### Exercise inputs
BEGIN
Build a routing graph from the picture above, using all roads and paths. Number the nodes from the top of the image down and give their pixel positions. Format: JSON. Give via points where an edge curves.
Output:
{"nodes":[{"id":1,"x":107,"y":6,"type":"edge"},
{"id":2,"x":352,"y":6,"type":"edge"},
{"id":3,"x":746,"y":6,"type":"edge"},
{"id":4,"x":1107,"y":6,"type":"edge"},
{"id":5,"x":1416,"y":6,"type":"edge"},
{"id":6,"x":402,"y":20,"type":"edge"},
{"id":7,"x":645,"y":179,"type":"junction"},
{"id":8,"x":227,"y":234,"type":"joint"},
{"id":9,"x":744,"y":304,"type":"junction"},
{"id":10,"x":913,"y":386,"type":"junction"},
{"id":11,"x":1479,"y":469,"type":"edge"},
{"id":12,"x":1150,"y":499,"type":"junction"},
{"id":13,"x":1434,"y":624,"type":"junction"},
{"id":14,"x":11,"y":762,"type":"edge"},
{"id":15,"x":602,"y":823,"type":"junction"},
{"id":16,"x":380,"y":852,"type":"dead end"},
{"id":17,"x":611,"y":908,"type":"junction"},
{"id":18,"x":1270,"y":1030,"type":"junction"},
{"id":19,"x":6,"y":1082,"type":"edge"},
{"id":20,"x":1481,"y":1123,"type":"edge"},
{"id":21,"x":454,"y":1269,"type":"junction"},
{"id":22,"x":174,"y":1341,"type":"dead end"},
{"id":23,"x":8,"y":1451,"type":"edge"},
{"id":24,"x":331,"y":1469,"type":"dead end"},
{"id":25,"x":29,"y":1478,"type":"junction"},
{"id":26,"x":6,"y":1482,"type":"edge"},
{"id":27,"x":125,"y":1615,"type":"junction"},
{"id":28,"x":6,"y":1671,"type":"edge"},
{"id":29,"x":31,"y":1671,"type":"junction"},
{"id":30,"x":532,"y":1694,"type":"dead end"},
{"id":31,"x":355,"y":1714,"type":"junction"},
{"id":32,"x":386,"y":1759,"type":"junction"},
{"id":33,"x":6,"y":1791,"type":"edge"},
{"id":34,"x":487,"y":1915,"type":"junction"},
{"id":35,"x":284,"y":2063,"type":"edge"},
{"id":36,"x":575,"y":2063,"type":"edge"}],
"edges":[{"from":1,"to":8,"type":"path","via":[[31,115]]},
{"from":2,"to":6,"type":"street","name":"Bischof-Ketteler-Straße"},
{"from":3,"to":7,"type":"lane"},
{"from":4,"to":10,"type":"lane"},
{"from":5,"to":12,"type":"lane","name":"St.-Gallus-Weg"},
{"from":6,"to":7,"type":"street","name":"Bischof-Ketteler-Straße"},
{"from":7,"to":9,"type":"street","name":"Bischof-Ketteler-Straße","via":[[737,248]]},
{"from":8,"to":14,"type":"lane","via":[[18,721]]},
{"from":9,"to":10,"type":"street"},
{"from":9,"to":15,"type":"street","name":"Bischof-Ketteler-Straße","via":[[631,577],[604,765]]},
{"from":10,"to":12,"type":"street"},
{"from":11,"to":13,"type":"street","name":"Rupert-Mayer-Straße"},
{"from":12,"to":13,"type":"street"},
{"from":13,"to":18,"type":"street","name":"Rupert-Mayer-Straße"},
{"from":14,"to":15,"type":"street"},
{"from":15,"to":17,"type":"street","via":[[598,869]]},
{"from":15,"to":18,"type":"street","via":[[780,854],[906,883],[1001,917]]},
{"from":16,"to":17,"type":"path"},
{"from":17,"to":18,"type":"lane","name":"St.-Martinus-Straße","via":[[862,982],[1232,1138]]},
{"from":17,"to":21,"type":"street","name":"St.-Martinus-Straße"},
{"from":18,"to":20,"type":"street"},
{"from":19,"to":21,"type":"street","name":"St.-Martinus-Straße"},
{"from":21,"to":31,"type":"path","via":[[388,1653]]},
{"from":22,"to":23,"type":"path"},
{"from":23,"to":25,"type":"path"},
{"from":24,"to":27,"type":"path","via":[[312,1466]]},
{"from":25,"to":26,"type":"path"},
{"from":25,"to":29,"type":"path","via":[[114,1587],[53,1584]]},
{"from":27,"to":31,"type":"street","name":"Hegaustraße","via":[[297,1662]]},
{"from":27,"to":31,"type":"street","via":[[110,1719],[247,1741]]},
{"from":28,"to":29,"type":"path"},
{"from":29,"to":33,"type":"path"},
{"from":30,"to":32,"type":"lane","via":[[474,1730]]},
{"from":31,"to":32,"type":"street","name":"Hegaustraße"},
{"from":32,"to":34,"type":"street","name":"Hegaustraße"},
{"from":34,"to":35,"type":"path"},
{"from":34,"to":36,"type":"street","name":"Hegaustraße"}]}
END
### Task requirements
Write the whole of the data out again exactly as it stands.

### Exercise response
Build a routing graph from the picture above, using all roads and paths. Number the nodes from the top of the image down and give their pixel positions. Format: JSON. Give via points where an edge curves.
Output:
{"nodes":[{"id":1,"x":107,"y":6,"type":"edge"},
{"id":2,"x":352,"y":6,"type":"edge"},
{"id":3,"x":746,"y":6,"type":"edge"},
{"id":4,"x":1107,"y":6,"type":"edge"},
{"id":5,"x":1416,"y":6,"type":"edge"},
{"id":6,"x":402,"y":20,"type":"edge"},
{"id":7,"x":645,"y":179,"type":"junction"},
{"id":8,"x":227,"y":234,"type":"joint"},
{"id":9,"x":744,"y":304,"type":"junction"},
{"id":10,"x":913,"y":386,"type":"junction"},
{"id":11,"x":1479,"y":469,"type":"edge"},
{"id":12,"x":1150,"y":499,"type":"junction"},
{"id":13,"x":1434,"y":624,"type":"junction"},
{"id":14,"x":11,"y":762,"type":"edge"},
{"id":15,"x":602,"y":823,"type":"junction"},
{"id":16,"x":380,"y":852,"type":"dead end"},
{"id":17,"x":611,"y":908,"type":"junction"},
{"id":18,"x":1270,"y":1030,"type":"junction"},
{"id":19,"x":6,"y":1082,"type":"edge"},
{"id":20,"x":1481,"y":1123,"type":"edge"},
{"id":21,"x":454,"y":1269,"type":"junction"},
{"id":22,"x":174,"y":1341,"type":"dead end"},
{"id":23,"x":8,"y":1451,"type":"edge"},
{"id":24,"x":331,"y":1469,"type":"dead end"},
{"id":25,"x":29,"y":1478,"type":"junction"},
{"id":26,"x":6,"y":1482,"type":"edge"},
{"id":27,"x":125,"y":1615,"type":"junction"},
{"id":28,"x":6,"y":1671,"type":"edge"},
{"id":29,"x":31,"y":1671,"type":"junction"},
{"id":30,"x":532,"y":1694,"type":"dead end"},
{"id":31,"x":355,"y":1714,"type":"junction"},
{"id":32,"x":386,"y":1759,"type":"junction"},
{"id":33,"x":6,"y":1791,"type":"edge"},
{"id":34,"x":487,"y":1915,"type":"junction"},
{"id":35,"x":284,"y":2063,"type":"edge"},
{"id":36,"x":575,"y":2063,"type":"edge"}],
"edges":[{"from":1,"to":8,"type":"path","via":[[31,115]]},
{"from":2,"to":6,"type":"street","name":"Bischof-Ketteler-Straße"},
{"from":3,"to":7,"type":"lane"},
{"from":4,"to":10,"type":"lane"},
{"from":5,"to":12,"type":"lane","name":"St.-Gallus-Weg"},
{"from":6,"to":7,"type":"street","name":"Bischof-Ketteler-Straße"},
{"from":7,"to":9,"type":"street","name":"Bischof-Ketteler-Straße","via":[[737,248]]},
{"from":8,"to":14,"type":"lane","via":[[18,721]]},
{"from":9,"to":10,"type":"street"},
{"from":9,"to":15,"type":"street","name":"Bischof-Ketteler-Straße","via":[[631,577],[604,765]]},
{"from":10,"to":12,"type":"street"},
{"from":11,"to":13,"type":"street","name":"Rupert-Mayer-Straße"},
{"from":12,"to":13,"type":"street"},
{"from":13,"to":18,"type":"street","name":"Rupert-Mayer-Straße"},
{"from":14,"to":15,"type":"street"},
{"from":15,"to":17,"type":"street","via":[[598,869]]},
{"from":15,"to":18,"type":"street","via":[[780,854],[906,883],[1001,917]]},
{"from":16,"to":17,"type":"path"},
{"from":17,"to":18,"type":"lane","name":"St.-Martinus-Straße","via":[[862,982],[1232,1138]]},
{"from":17,"to":21,"type":"street","name":"St.-Martinus-Straße"},
{"from":18,"to":20,"type":"street"},
{"from":19,"to":21,"type":"street","name":"St.-Martinus-Straße"},
{"from":21,"to":31,"type":"path","via":[[388,1653]]},
{"from":22,"to":23,"type":"path"},
{"from":23,"to":25,"type":"path"},
{"from":24,"to":27,"type":"path","via":[[312,1466]]},
{"from":25,"to":26,"type":"path"},
{"from":25,"to":29,"type":"path","via":[[114,1587],[53,1584]]},
{"from":27,"to":31,"type":"street","name":"Hegaustraße","via":[[297,1662]]},
{"from":27,"to":31,"type":"street","via":[[110,1719],[247,1741]]},
{"from":28,"to":29,"type":"path"},
{"from":29,"to":33,"type":"path"},
{"from":30,"to":32,"type":"lane","via":[[474,1730]]},
{"from":31,"to":32,"type":"street","name":"Hegaustraße"},
{"from":32,"to":34,"type":"street","name":"Hegaustraße"},
{"from":34,"to":35,"type":"path"},
{"from":34,"to":36,"type":"street","name":"Hegaustraße"}]}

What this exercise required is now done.